As the brigade went about constructing huts to spend the winter in, there was a great deal of political upheaval in the camp. Colonel Asa Blunt was the commander in charge in November, but Charles Cummings mentions to his wife that there was talk of Colonel (Wheelock) Veasey, commander of the 16th regiment, taking command of the whole brigade. This would result in a promotion for Cummings, as he would become regiment commander. All of Cummings' speculation went for naught, however, because on December 7, Brigadier General Edwin Stoughton arrived to assume command of the 2nd Vermont .

George Mason was about 65 in 1862, which was pretty elderly in the mid 19th century, certainly really old to have your home invaded by a thousand enemy soldiers. He had been married three times. His first wife was Ann Louise Harrison, who died in 1822. She must have died in childbirth, as they had a daughter, Ann Louise, who was born in 1822 and lived less than a year. His next wife was his cousin, Virginia Mason. They were married in 1827, and Virginia died in 1838, never having had any children. George married his third wife, another cousin, Sally Eilbeck Mason, who was 24 years younger than he was. She had two children, Kora and George. Kora would have been 15 and George 14 in 1862. Kora married and lived until she was in her 40's but didn't have any children. George lived with his mother until he died in 1888, his mother dying that same year.

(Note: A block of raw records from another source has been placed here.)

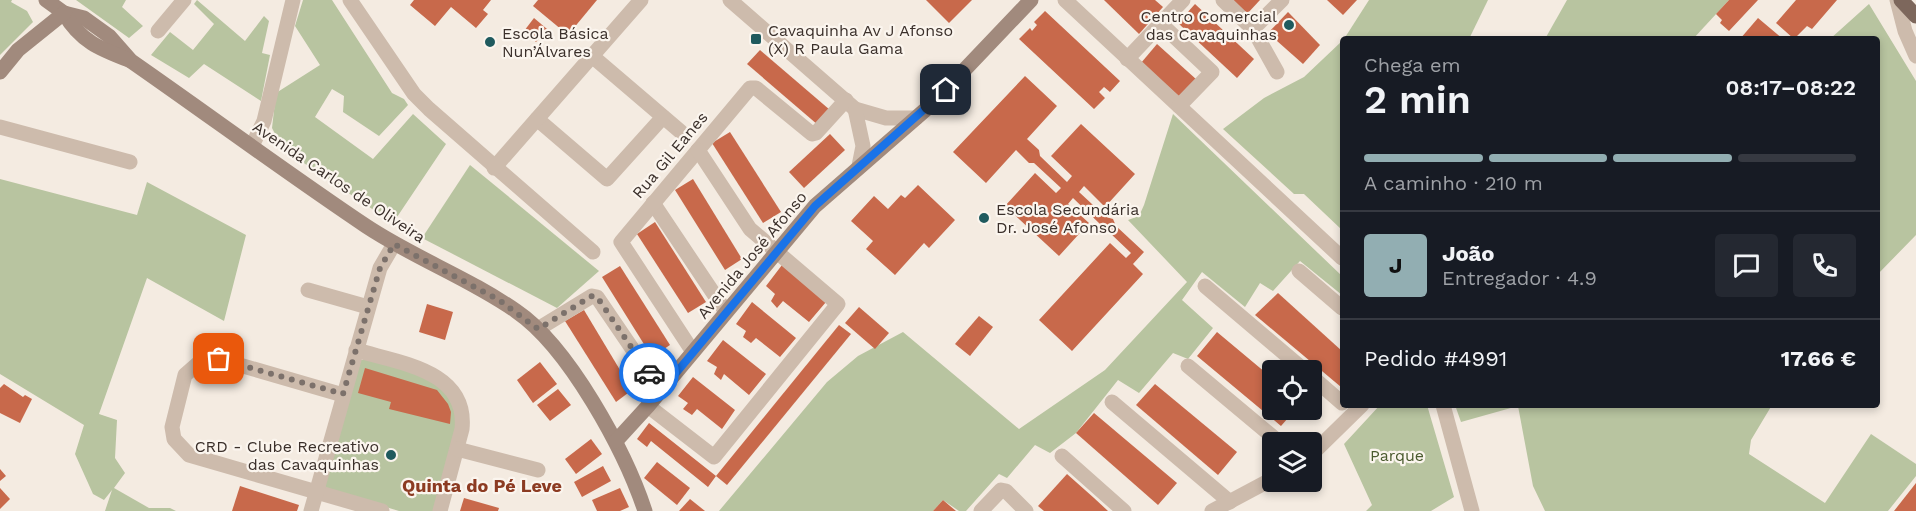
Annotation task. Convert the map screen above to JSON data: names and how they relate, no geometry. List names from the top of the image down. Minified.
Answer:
{"streets":{"main road":["Avenida Carlos de Oliveira","Avenida José Afonso"],"street":["Rua Gil Eanes"]},"crossings":[["Rua Gil Eanes","Avenida José Afonso"],["Avenida Carlos de Oliveira","Avenida José Afonso"]],"districts":["Quinta do Pé Leve"],"parks":["Parque"],"places":{"other":["Centro Comercial das Cavaquinhas","Escola Básica Nun’Álvares","Escola Secundária Dr. José Afonso","CRD - Clube Recreativo das Cavaquinhas"],"transit":["Cavaquinha Av J Afonso (X) R Paula Gama"]},"page":{"heading":["2 min","Chega em","08:17–08:22"],"panel":["João","Entregador · 4.9","Pedido #4991","17.66 €"],"bar":"A caminho · 210 m","round":"J"}}
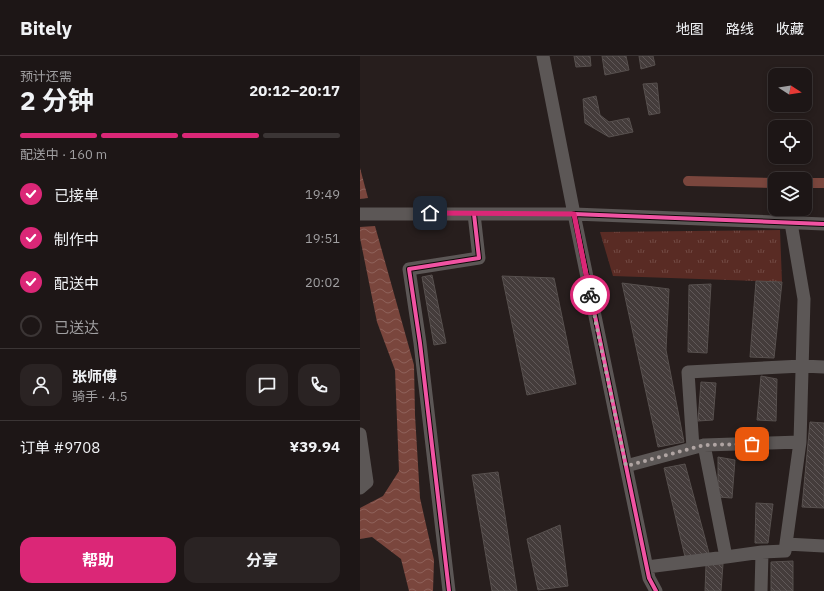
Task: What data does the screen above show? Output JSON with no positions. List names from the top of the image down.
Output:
{
  "north": "right",
  "page": {
    "header": "Bitely",
    "nav": ["地图", "路线", "收藏"],
    "heading": ["2 分钟", "预计还需", "20:12–20:17"],
    "panel": [
      "张师傅",
      "骑手 · 4.5",
      "订单 #9708",
      "¥39.94"
    ],
    "bar": "配送中 · 160 m",
    "list": [
      ["已接单", "19:49"],
      ["制作中", "19:51"],
      ["配送中", "20:02"],
      "已送达"
    ],
    "buttons": ["帮助", "分享"]
  }
}
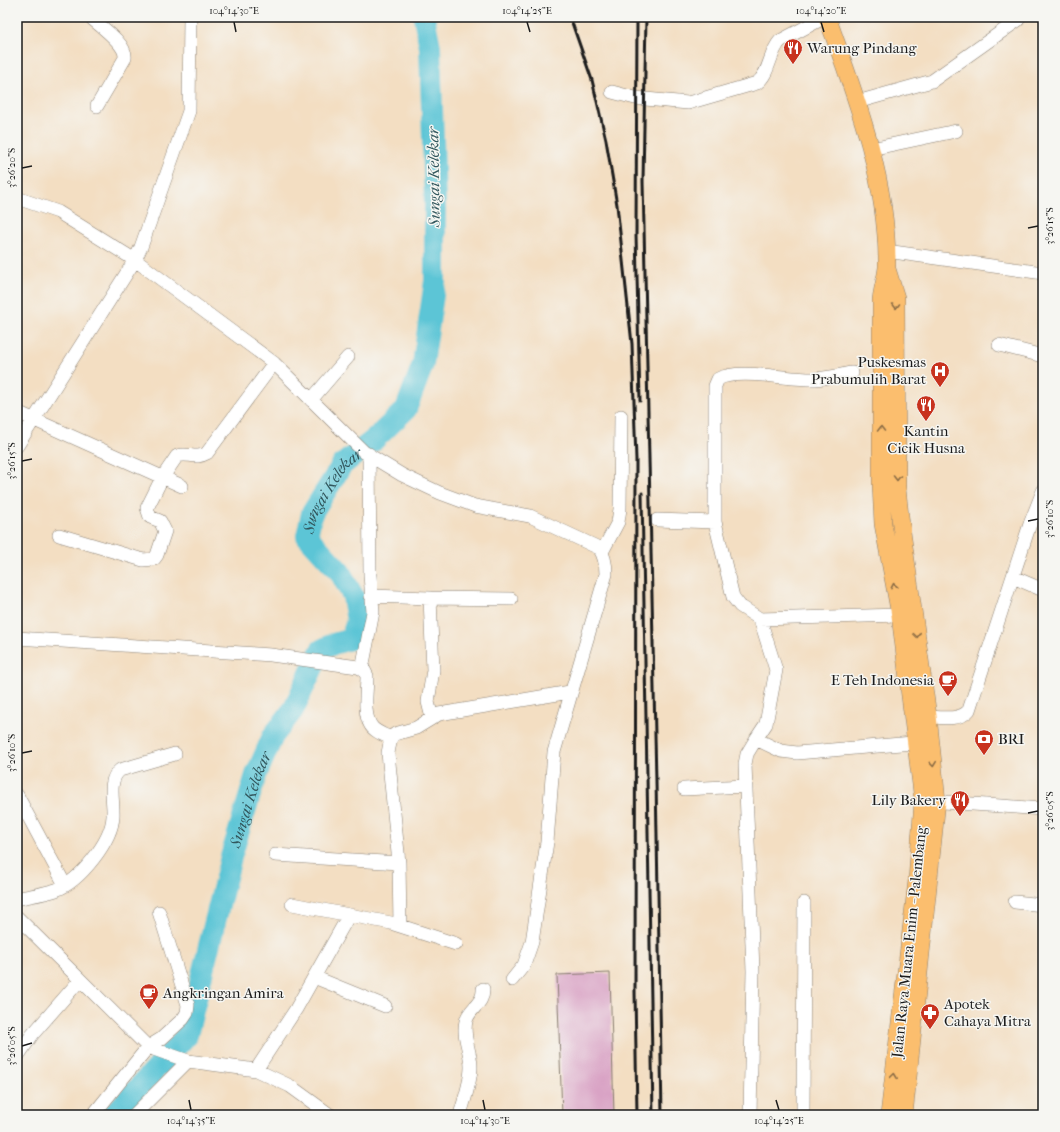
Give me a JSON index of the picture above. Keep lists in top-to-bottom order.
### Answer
{
  "streets": {
    "main road": ["Jalan Raya Muara Enim - Palembang"]
  },
  "water": ["Sungai Kelekar"],
  "places": {
    "restaurant": ["Warung Pindang", "Kantin Cicik Husna", "Lily Bakery"],
    "hospital": ["Puskesmas Prabumulih Barat"],
    "cafe": ["E Teh Indonesia", "Angkringan Amira"],
    "bank": ["BRI"],
    "pharmacy": ["Apotek Cahaya Mitra"]
  },
  "coordinates": [
    "104°14'30\"E",
    "104°14'25\"E",
    "104°14'20\"E",
    "3°26'20\"S",
    "3°26'15\"S",
    "3°26'10\"S",
    "3°26'05\"S",
    "104°14'35\"E"
  ]
}
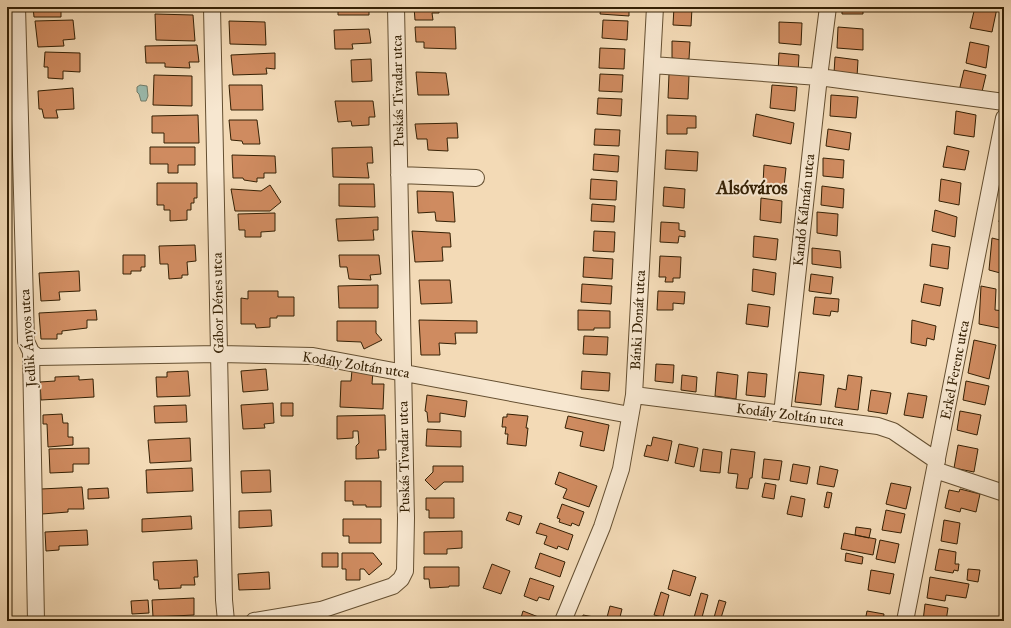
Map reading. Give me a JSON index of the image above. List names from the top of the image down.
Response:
{
  "streets": {
    "street": [
      "Puskás Tivadar utca",
      "Kandó Kálmán utca",
      "Gábor Dénes utca",
      "Bánki Donát utca",
      "Jedlik Ányos utca",
      "Kodály Zoltán utca",
      "Erkel Ferenc utca"
    ]
  },
  "crossings": [
    ["Puskás Tivadar utca", "Kodály Zoltán utca"],
    ["Kandó Kálmán utca", "Kodály Zoltán utca"],
    ["Gábor Dénes utca", "Kodály Zoltán utca"],
    ["Bánki Donát utca", "Kodály Zoltán utca"],
    ["Jedlik Ányos utca", "Kodály Zoltán utca"],
    ["Kodály Zoltán utca", "Erkel Ferenc utca"]
  ],
  "districts": ["Alsóváros"]
}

Kora died the next year.



This picture is a picture of George Mason's home, called Spring Bank, just before it was demolished in 1972. The property changed hands many times over the years. The house was originally a 25 room mansion, but over the years it was gradually whittled away, with all of its window and door pediments taken off, and the portico removed. In its very last years, the house was an apartment house and the rest of the property was a trailer park, before the property was sold one last time and the house torn down to make way for a K-Mart.